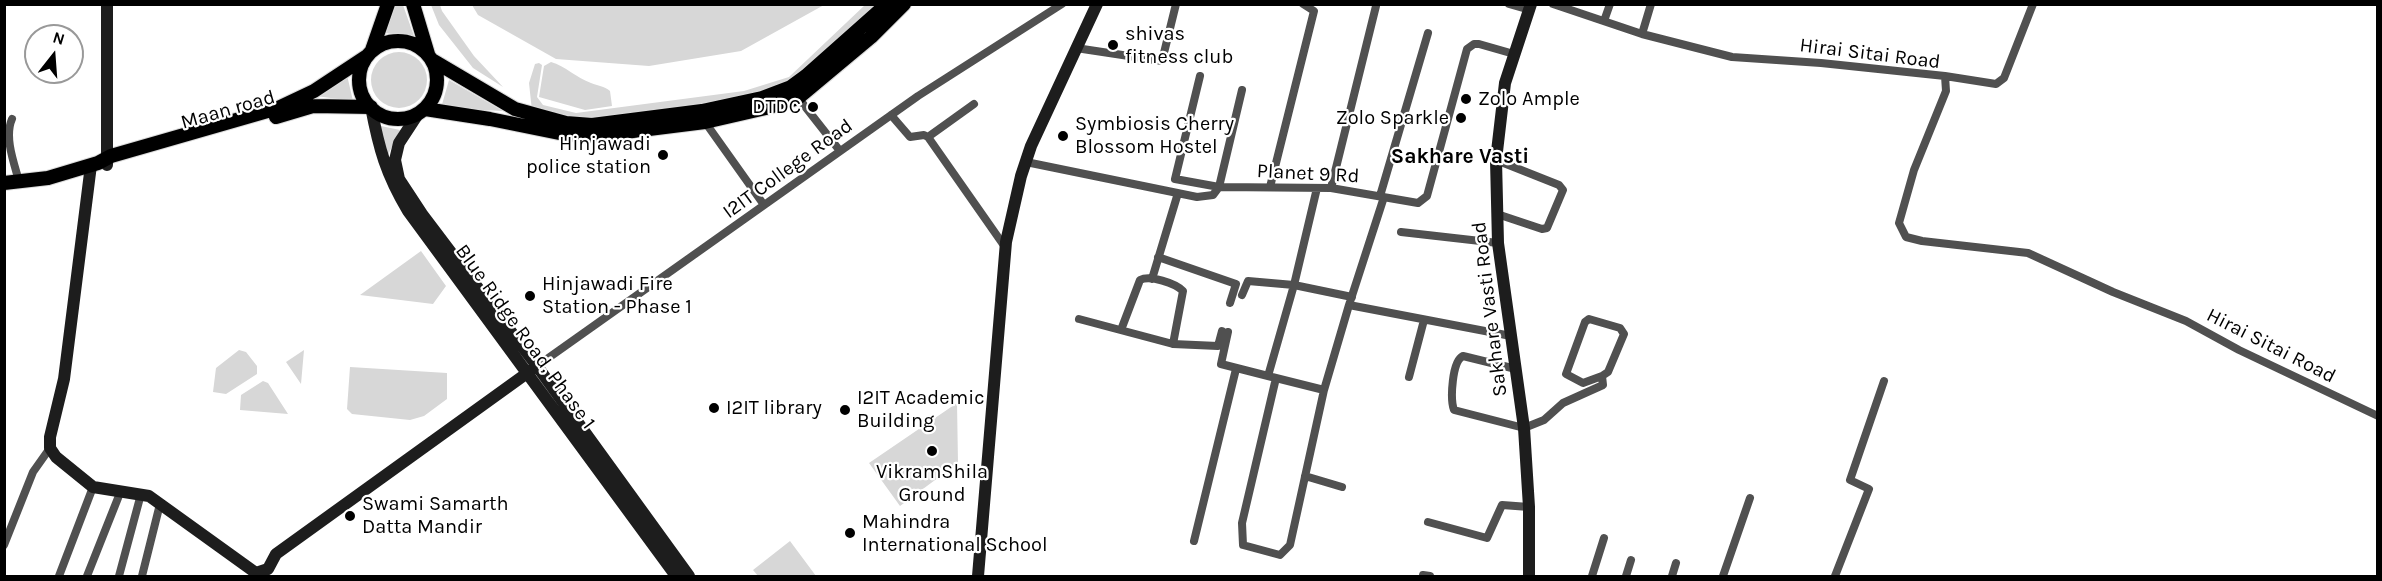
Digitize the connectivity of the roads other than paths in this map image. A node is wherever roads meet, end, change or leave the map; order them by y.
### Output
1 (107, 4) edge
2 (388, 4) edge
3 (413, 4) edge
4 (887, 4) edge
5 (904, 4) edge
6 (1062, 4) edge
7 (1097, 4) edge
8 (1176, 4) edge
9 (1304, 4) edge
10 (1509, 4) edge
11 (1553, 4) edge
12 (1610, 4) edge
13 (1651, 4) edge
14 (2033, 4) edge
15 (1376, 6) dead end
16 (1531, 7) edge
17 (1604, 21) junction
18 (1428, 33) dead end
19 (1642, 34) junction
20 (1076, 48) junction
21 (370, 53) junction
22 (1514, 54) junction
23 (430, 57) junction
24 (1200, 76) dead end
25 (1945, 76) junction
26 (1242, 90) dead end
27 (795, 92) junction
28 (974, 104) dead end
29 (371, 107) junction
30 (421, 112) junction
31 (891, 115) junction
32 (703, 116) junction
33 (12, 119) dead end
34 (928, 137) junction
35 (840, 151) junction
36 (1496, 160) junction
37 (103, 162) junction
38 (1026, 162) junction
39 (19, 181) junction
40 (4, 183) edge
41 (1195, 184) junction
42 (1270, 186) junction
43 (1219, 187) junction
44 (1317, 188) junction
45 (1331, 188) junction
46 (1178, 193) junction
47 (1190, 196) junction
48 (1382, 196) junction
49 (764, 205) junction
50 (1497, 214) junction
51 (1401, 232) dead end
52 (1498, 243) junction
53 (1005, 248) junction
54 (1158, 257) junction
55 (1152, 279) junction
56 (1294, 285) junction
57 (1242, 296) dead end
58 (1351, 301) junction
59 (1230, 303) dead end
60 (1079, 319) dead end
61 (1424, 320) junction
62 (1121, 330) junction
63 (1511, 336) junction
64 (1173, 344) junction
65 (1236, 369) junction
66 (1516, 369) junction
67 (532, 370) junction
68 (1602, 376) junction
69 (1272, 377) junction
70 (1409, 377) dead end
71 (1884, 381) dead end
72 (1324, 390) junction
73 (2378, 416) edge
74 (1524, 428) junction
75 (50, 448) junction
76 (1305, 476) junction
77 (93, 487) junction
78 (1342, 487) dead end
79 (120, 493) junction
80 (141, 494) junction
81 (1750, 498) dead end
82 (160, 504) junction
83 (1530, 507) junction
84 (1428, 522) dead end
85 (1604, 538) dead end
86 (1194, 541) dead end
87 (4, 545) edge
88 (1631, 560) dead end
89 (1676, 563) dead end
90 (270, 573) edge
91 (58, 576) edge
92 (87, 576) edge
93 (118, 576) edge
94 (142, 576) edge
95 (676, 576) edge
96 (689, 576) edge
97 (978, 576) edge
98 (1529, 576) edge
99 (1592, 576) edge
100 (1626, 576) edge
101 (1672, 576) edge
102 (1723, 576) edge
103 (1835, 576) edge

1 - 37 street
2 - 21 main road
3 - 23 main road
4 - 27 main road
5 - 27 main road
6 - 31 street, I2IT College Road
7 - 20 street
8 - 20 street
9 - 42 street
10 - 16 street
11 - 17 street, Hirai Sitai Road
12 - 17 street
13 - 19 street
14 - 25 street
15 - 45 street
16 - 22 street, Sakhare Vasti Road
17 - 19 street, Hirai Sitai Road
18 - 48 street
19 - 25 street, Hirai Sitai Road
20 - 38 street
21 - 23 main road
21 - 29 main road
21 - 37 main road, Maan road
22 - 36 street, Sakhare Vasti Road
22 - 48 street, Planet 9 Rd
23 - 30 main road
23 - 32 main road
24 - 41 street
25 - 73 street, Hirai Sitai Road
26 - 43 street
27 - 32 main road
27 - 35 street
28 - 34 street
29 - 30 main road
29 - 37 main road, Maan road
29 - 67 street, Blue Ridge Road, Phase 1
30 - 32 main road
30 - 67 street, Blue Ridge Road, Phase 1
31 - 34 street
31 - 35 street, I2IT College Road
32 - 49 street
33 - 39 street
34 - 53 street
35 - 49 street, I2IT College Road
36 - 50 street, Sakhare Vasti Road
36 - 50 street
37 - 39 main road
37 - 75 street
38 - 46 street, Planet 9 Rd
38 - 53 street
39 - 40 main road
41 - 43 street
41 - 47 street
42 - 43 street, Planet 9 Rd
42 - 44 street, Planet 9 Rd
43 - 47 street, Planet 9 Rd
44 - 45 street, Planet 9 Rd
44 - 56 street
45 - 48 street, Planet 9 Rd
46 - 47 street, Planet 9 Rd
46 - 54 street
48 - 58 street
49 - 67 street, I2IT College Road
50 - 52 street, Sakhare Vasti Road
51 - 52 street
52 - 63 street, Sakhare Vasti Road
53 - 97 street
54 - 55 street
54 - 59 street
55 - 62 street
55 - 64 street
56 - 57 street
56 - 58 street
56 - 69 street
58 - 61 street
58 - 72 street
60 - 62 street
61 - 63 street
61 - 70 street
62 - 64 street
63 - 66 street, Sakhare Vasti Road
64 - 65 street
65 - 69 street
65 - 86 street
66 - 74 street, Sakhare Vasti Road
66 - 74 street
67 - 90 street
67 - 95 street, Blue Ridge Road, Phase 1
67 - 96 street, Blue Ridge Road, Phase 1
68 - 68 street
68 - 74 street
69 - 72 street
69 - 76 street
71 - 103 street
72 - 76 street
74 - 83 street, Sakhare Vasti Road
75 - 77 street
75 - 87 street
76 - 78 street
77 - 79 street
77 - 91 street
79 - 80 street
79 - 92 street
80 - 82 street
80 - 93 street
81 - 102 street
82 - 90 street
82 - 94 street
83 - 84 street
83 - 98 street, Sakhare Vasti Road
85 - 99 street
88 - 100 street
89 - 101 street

[Work order]:
Transcribe all of the data above exactly; no picture belongs in the copy.

[Response]:
Digitize the connectivity of the roads other than paths in this map image. A node is wherever roads meet, end, change or leave the map; order them by y.
### Output
1 (107, 4) edge
2 (388, 4) edge
3 (413, 4) edge
4 (887, 4) edge
5 (904, 4) edge
6 (1062, 4) edge
7 (1097, 4) edge
8 (1176, 4) edge
9 (1304, 4) edge
10 (1509, 4) edge
11 (1553, 4) edge
12 (1610, 4) edge
13 (1651, 4) edge
14 (2033, 4) edge
15 (1376, 6) dead end
16 (1531, 7) edge
17 (1604, 21) junction
18 (1428, 33) dead end
19 (1642, 34) junction
20 (1076, 48) junction
21 (370, 53) junction
22 (1514, 54) junction
23 (430, 57) junction
24 (1200, 76) dead end
25 (1945, 76) junction
26 (1242, 90) dead end
27 (795, 92) junction
28 (974, 104) dead end
29 (371, 107) junction
30 (421, 112) junction
31 (891, 115) junction
32 (703, 116) junction
33 (12, 119) dead end
34 (928, 137) junction
35 (840, 151) junction
36 (1496, 160) junction
37 (103, 162) junction
38 (1026, 162) junction
39 (19, 181) junction
40 (4, 183) edge
41 (1195, 184) junction
42 (1270, 186) junction
43 (1219, 187) junction
44 (1317, 188) junction
45 (1331, 188) junction
46 (1178, 193) junction
47 (1190, 196) junction
48 (1382, 196) junction
49 (764, 205) junction
50 (1497, 214) junction
51 (1401, 232) dead end
52 (1498, 243) junction
53 (1005, 248) junction
54 (1158, 257) junction
55 (1152, 279) junction
56 (1294, 285) junction
57 (1242, 296) dead end
58 (1351, 301) junction
59 (1230, 303) dead end
60 (1079, 319) dead end
61 (1424, 320) junction
62 (1121, 330) junction
63 (1511, 336) junction
64 (1173, 344) junction
65 (1236, 369) junction
66 (1516, 369) junction
67 (532, 370) junction
68 (1602, 376) junction
69 (1272, 377) junction
70 (1409, 377) dead end
71 (1884, 381) dead end
72 (1324, 390) junction
73 (2378, 416) edge
74 (1524, 428) junction
75 (50, 448) junction
76 (1305, 476) junction
77 (93, 487) junction
78 (1342, 487) dead end
79 (120, 493) junction
80 (141, 494) junction
81 (1750, 498) dead end
82 (160, 504) junction
83 (1530, 507) junction
84 (1428, 522) dead end
85 (1604, 538) dead end
86 (1194, 541) dead end
87 (4, 545) edge
88 (1631, 560) dead end
89 (1676, 563) dead end
90 (270, 573) edge
91 (58, 576) edge
92 (87, 576) edge
93 (118, 576) edge
94 (142, 576) edge
95 (676, 576) edge
96 (689, 576) edge
97 (978, 576) edge
98 (1529, 576) edge
99 (1592, 576) edge
100 (1626, 576) edge
101 (1672, 576) edge
102 (1723, 576) edge
103 (1835, 576) edge

1 - 37 street
2 - 21 main road
3 - 23 main road
4 - 27 main road
5 - 27 main road
6 - 31 street, I2IT College Road
7 - 20 street
8 - 20 street
9 - 42 street
10 - 16 street
11 - 17 street, Hirai Sitai Road
12 - 17 street
13 - 19 street
14 - 25 street
15 - 45 street
16 - 22 street, Sakhare Vasti Road
17 - 19 street, Hirai Sitai Road
18 - 48 street
19 - 25 street, Hirai Sitai Road
20 - 38 street
21 - 23 main road
21 - 29 main road
21 - 37 main road, Maan road
22 - 36 street, Sakhare Vasti Road
22 - 48 street, Planet 9 Rd
23 - 30 main road
23 - 32 main road
24 - 41 street
25 - 73 street, Hirai Sitai Road
26 - 43 street
27 - 32 main road
27 - 35 street
28 - 34 street
29 - 30 main road
29 - 37 main road, Maan road
29 - 67 street, Blue Ridge Road, Phase 1
30 - 32 main road
30 - 67 street, Blue Ridge Road, Phase 1
31 - 34 street
31 - 35 street, I2IT College Road
32 - 49 street
33 - 39 street
34 - 53 street
35 - 49 street, I2IT College Road
36 - 50 street, Sakhare Vasti Road
36 - 50 street
37 - 39 main road
37 - 75 street
38 - 46 street, Planet 9 Rd
38 - 53 street
39 - 40 main road
41 - 43 street
41 - 47 street
42 - 43 street, Planet 9 Rd
42 - 44 street, Planet 9 Rd
43 - 47 street, Planet 9 Rd
44 - 45 street, Planet 9 Rd
44 - 56 street
45 - 48 street, Planet 9 Rd
46 - 47 street, Planet 9 Rd
46 - 54 street
48 - 58 street
49 - 67 street, I2IT College Road
50 - 52 street, Sakhare Vasti Road
51 - 52 street
52 - 63 street, Sakhare Vasti Road
53 - 97 street
54 - 55 street
54 - 59 street
55 - 62 street
55 - 64 street
56 - 57 street
56 - 58 street
56 - 69 street
58 - 61 street
58 - 72 street
60 - 62 street
61 - 63 street
61 - 70 street
62 - 64 street
63 - 66 street, Sakhare Vasti Road
64 - 65 street
65 - 69 street
65 - 86 street
66 - 74 street, Sakhare Vasti Road
66 - 74 street
67 - 90 street
67 - 95 street, Blue Ridge Road, Phase 1
67 - 96 street, Blue Ridge Road, Phase 1
68 - 68 street
68 - 74 street
69 - 72 street
69 - 76 street
71 - 103 street
72 - 76 street
74 - 83 street, Sakhare Vasti Road
75 - 77 street
75 - 87 street
76 - 78 street
77 - 79 street
77 - 91 street
79 - 80 street
79 - 92 street
80 - 82 street
80 - 93 street
81 - 102 street
82 - 90 street
82 - 94 street
83 - 84 street
83 - 98 street, Sakhare Vasti Road
85 - 99 street
88 - 100 street
89 - 101 street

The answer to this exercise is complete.